Collected data
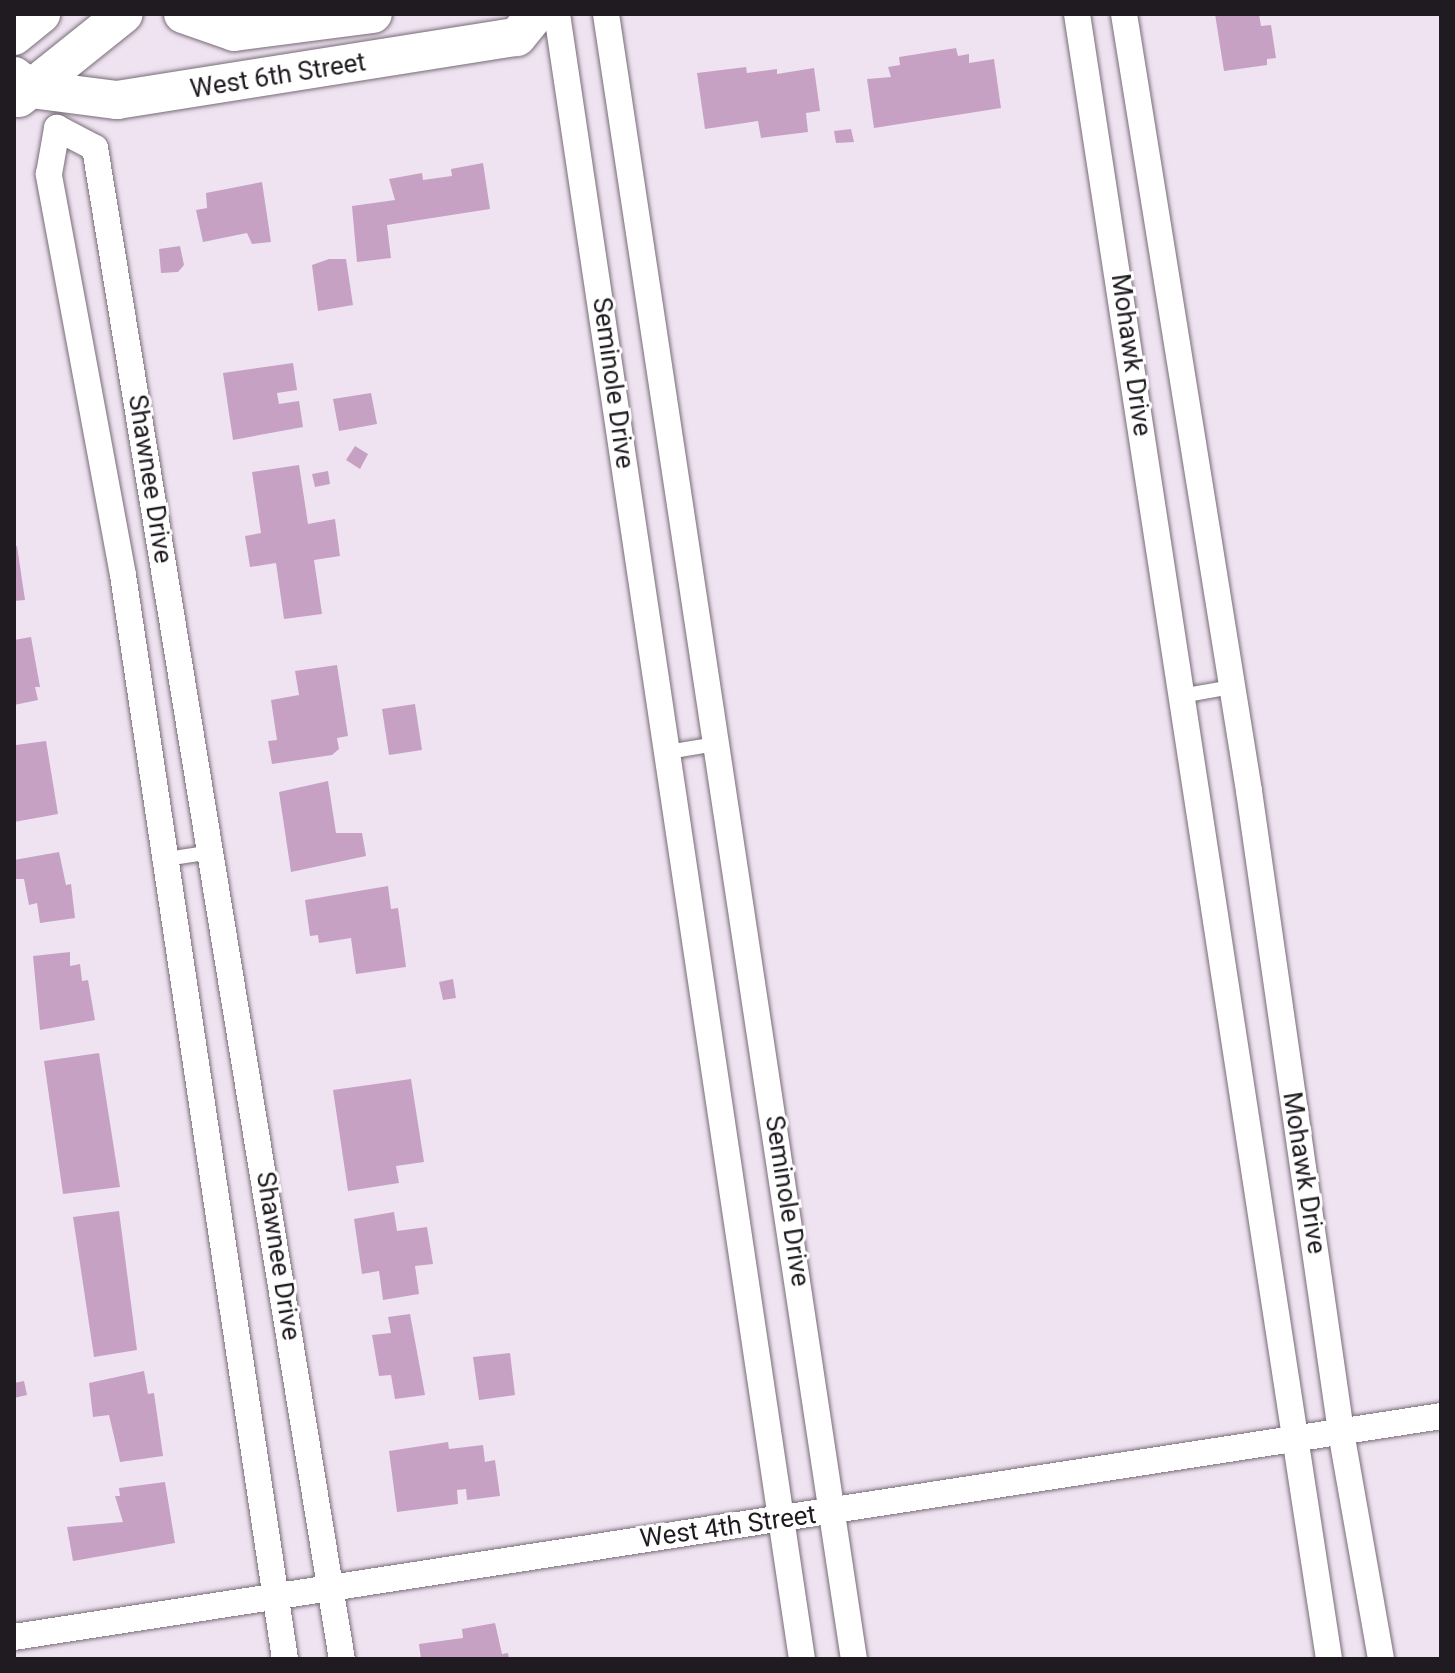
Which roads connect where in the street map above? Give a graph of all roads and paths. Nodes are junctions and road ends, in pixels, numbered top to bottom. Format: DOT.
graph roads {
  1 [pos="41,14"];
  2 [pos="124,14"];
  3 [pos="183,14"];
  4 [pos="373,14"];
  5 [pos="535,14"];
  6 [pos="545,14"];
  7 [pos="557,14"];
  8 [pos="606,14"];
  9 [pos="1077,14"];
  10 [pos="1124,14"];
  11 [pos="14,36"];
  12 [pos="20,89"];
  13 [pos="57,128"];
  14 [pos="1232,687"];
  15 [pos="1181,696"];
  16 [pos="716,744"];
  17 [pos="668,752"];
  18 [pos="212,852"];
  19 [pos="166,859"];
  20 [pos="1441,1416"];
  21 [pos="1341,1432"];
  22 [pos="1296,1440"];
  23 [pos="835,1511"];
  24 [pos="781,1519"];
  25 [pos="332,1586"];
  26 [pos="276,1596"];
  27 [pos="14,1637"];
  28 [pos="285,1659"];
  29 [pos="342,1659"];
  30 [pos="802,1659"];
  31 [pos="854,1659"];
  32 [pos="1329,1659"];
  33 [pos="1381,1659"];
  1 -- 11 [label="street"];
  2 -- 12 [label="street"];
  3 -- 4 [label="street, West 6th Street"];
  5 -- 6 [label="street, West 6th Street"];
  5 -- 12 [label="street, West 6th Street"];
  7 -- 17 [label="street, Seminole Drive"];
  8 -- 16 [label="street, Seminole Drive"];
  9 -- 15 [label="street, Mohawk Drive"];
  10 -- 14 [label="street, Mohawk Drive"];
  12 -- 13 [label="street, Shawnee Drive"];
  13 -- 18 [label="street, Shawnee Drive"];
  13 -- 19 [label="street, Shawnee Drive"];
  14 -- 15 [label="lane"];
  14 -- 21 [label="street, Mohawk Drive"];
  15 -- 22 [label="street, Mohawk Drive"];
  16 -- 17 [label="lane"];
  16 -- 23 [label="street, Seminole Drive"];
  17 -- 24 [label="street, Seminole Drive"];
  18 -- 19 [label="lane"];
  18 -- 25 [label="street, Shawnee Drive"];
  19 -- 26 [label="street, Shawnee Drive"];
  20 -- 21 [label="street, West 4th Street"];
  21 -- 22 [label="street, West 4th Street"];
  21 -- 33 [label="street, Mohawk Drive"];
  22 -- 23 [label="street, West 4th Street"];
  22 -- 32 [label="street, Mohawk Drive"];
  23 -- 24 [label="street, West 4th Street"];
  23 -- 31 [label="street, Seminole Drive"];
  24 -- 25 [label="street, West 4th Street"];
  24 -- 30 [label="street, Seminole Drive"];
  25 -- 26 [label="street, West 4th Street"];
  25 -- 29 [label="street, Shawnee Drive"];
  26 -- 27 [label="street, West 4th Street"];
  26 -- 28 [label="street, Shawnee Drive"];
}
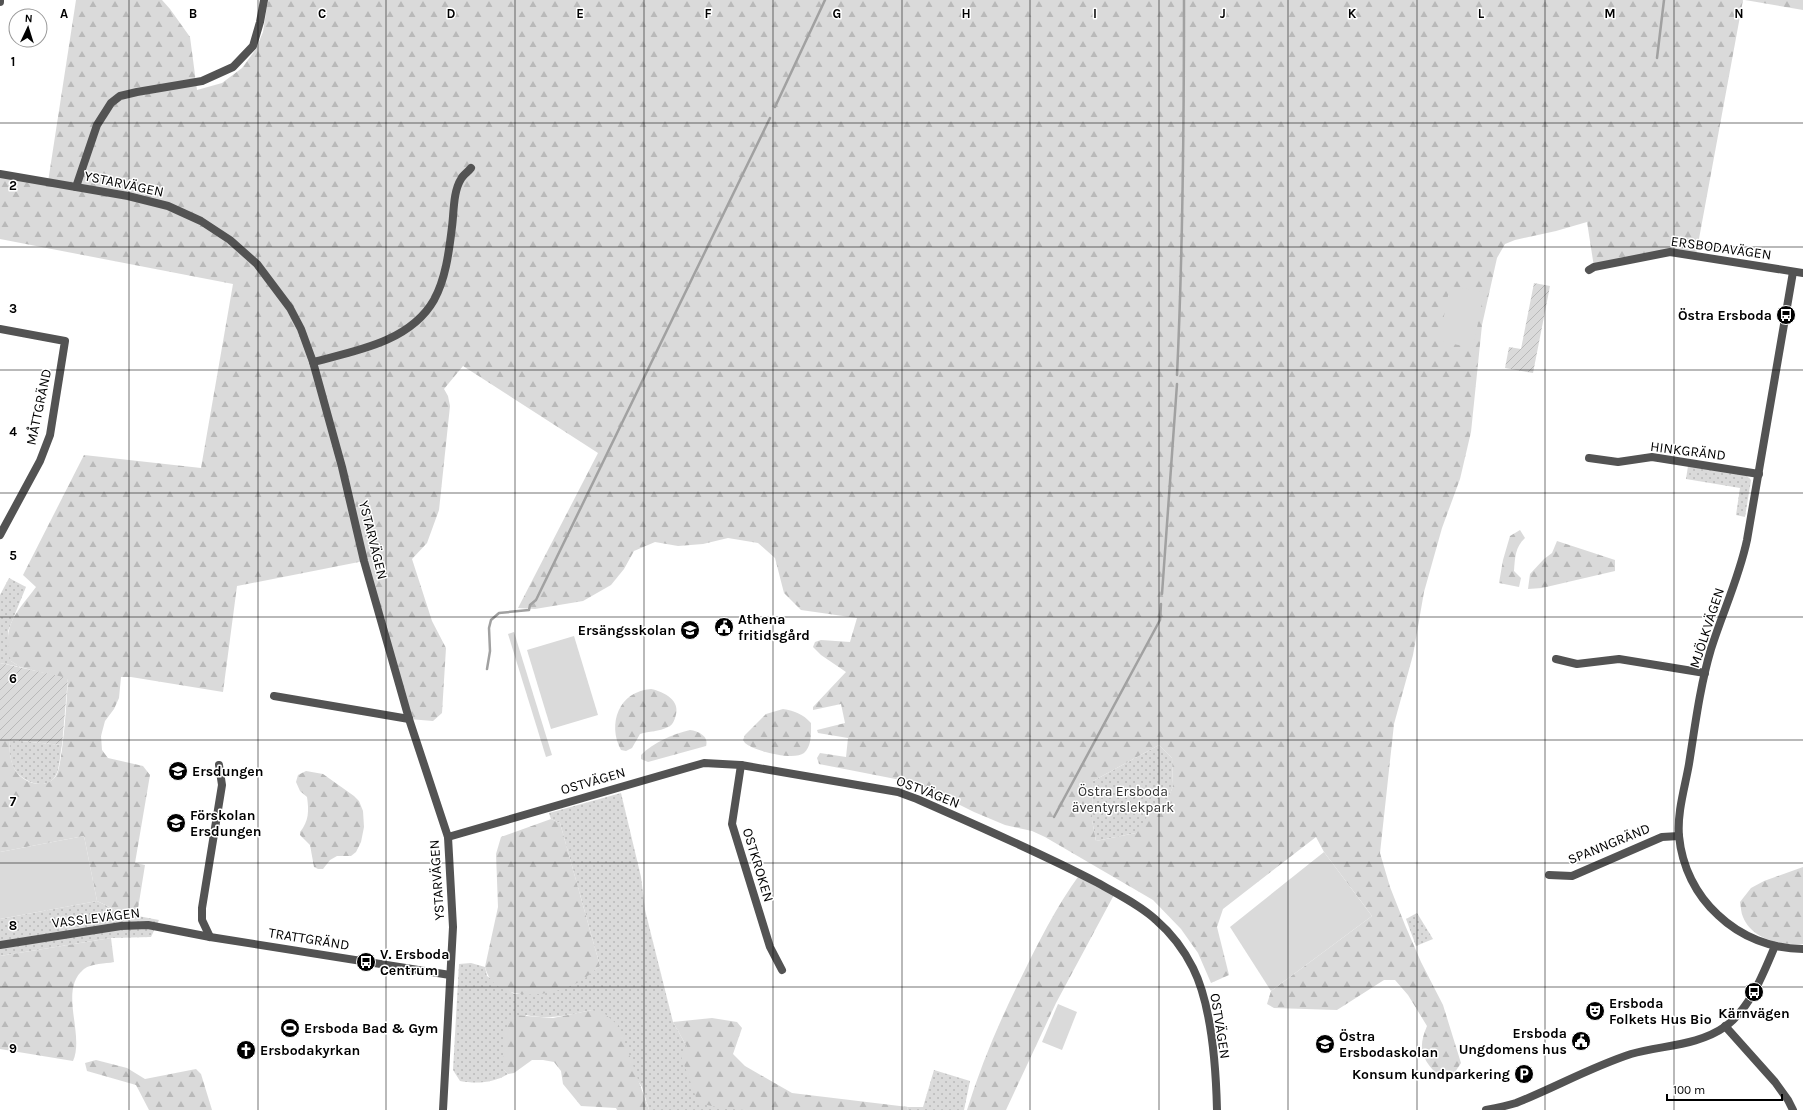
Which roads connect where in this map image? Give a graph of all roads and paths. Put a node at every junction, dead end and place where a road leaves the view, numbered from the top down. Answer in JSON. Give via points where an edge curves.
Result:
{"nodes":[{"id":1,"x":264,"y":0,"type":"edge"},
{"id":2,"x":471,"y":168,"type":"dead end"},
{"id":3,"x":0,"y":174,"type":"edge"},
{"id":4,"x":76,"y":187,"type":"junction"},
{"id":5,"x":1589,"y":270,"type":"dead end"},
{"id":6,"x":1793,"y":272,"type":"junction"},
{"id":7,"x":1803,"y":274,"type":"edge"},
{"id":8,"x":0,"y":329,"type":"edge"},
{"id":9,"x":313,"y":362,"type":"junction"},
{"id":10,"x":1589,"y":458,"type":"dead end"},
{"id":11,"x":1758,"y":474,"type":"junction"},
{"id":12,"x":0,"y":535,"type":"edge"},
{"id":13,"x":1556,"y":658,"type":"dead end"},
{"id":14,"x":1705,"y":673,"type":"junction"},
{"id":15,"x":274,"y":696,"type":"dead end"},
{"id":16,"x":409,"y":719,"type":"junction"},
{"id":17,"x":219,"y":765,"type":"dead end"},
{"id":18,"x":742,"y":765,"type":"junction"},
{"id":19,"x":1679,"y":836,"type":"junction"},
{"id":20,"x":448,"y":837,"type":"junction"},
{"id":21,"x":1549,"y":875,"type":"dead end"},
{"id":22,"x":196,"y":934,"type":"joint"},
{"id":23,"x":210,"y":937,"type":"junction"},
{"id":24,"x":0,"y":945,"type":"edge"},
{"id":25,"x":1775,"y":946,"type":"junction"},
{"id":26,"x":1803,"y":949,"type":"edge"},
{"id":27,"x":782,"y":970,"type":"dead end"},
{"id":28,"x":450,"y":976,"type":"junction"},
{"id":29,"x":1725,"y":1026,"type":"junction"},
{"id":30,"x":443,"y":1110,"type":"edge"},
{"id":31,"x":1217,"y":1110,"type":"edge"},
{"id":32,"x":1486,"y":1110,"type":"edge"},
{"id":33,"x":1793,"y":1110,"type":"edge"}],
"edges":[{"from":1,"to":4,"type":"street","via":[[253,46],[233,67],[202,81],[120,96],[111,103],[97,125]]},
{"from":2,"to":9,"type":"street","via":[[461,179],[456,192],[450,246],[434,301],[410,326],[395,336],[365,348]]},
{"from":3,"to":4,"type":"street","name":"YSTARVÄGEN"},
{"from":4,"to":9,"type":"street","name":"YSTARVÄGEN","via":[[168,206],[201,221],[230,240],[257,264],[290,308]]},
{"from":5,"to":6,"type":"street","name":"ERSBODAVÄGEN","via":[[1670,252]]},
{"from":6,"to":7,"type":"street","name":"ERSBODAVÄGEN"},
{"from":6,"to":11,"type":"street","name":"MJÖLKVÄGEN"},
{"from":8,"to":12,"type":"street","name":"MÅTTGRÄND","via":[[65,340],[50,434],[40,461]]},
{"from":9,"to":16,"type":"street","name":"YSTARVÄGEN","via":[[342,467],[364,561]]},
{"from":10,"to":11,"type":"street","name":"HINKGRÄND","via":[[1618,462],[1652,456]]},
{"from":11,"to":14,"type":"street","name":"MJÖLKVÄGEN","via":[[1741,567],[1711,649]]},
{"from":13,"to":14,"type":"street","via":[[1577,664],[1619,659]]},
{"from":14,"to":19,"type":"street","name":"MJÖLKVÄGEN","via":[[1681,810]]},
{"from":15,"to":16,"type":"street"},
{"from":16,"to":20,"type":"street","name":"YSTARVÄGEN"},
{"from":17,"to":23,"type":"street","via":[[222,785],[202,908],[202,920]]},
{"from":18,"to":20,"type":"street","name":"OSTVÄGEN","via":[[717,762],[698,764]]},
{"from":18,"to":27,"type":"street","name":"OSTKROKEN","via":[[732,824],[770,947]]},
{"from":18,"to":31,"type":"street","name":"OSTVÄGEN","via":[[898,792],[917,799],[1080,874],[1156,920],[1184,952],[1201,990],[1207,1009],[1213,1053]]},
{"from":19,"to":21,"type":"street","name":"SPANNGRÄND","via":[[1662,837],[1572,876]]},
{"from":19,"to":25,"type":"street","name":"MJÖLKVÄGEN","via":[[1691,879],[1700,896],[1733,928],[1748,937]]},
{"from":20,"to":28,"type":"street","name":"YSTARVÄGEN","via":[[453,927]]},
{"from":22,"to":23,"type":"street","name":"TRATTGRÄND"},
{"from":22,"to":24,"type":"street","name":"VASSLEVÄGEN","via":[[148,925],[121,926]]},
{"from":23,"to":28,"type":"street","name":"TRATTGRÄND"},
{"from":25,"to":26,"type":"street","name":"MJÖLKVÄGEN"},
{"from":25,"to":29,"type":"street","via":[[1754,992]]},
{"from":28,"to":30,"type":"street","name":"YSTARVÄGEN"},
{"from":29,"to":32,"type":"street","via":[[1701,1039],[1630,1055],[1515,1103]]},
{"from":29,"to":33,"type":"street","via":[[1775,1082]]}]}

=== Task to complete ===
The expected answer is each line of the records above that includes the string "connect".

=== Exercise answer ===
Which roads connect where in the street map above? Give a graph of all roads and paths. Nodes are junctions and road ends, in pixels, numbered top to bottom. Format: DOT.
Which roads connect where in this map image? Give a graph of all roads and paths. Put a node at every junction, dead end and place where a road leaves the view, numbered from the top down. Answer in JSON. Give via points where an edge curves.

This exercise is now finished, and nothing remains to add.